Demand in general practice is escalating, owing to ageing populations and increasing case complexity. The NHS in general is facing an unprecedented funding squeeze, with rationing of many services. Consequently, new models for providing safe and effective care for patients while reducing healthcare costs are urgently sought.
One such innovation is holding group consultations in general practice. Patients attending such appointments usually share a key attribute, such as a chronic medical condition like asthma, diabetes or obesity. The idea is that group consultations combine two effective models, group peer support and clinical one-to-one care, while substantially reducing clinical time commitment
This initiative is reportedly being trialled at dozens of surgeries in England, although I know from my own experience that this been practiced by many colleagues for many years.
I am now a retired GP looking in from the outside. This project has merits as well as concerns. Seeing patients in groups will encourage shared decision making and empowerment of self-management in action. The strongest clinical evidence is in diabetes, where shared appointments result in demonstrable improvements in overall outcomes.
These should never be a substitute for individual appointments but rather an additional resource
Group consultations have been used successfully in many other conditions and settings, in both primary and secondary care, including care for cancer survivors, high use of medical care, pain management, substance misuse, health screening for elderly people, and chronic heart disease. Digital innovation has also been used to provide group consultations for patients with good results.
There is no doubt the approach can be very useful and productive. Patients like group consultations. They can learn from each other about what works. However, these should never be a substitute for individual appointments but rather an additional resource. For this to be a successful model it needs honesty, support, training and transparency for their use in primary care
Given the political motives – to manage demand, cut costs and undermine general practice – I have my concerns that group appointments will be used to fracture care, and limit individual long-term access to GPs and consultants. Group consultations can be driven by guidelines, which are written without patient input or preferences.
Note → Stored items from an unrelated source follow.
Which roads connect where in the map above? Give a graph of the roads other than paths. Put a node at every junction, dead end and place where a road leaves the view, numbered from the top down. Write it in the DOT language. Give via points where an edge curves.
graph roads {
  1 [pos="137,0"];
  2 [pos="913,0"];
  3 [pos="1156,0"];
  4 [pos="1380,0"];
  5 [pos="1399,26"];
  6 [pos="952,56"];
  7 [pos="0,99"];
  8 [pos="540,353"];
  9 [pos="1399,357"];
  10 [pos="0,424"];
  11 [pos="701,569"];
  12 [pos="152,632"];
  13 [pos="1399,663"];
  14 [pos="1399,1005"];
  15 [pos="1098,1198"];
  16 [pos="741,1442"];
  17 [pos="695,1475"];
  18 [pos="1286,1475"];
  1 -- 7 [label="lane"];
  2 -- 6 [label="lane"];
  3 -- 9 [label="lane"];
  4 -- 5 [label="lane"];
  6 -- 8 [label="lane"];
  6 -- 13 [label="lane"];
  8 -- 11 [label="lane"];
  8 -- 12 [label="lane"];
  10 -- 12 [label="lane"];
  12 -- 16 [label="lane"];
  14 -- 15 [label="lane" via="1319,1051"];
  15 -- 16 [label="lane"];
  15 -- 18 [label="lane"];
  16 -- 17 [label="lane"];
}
And they often result from a need to meet targets. This risks relegating individual care to being a luxury or an add-on. There is a real danger of having a two-tier care system. This could further fragment the NHS, and allow some patients to be cherry picked by for-profit organizations.
Group consultations must not be used to replace the person-centered holistic care – the core tenet of general practice – just because general practice is at breaking point. We can’t introduce these new ideas in the hope they will solve the crisis before us – because they won’t. While changes to the model used in general practice may unlock efficiencies and reduce expenditure on hospital admissions, it will need more investment in general practice and other community health and care services to make those changes work.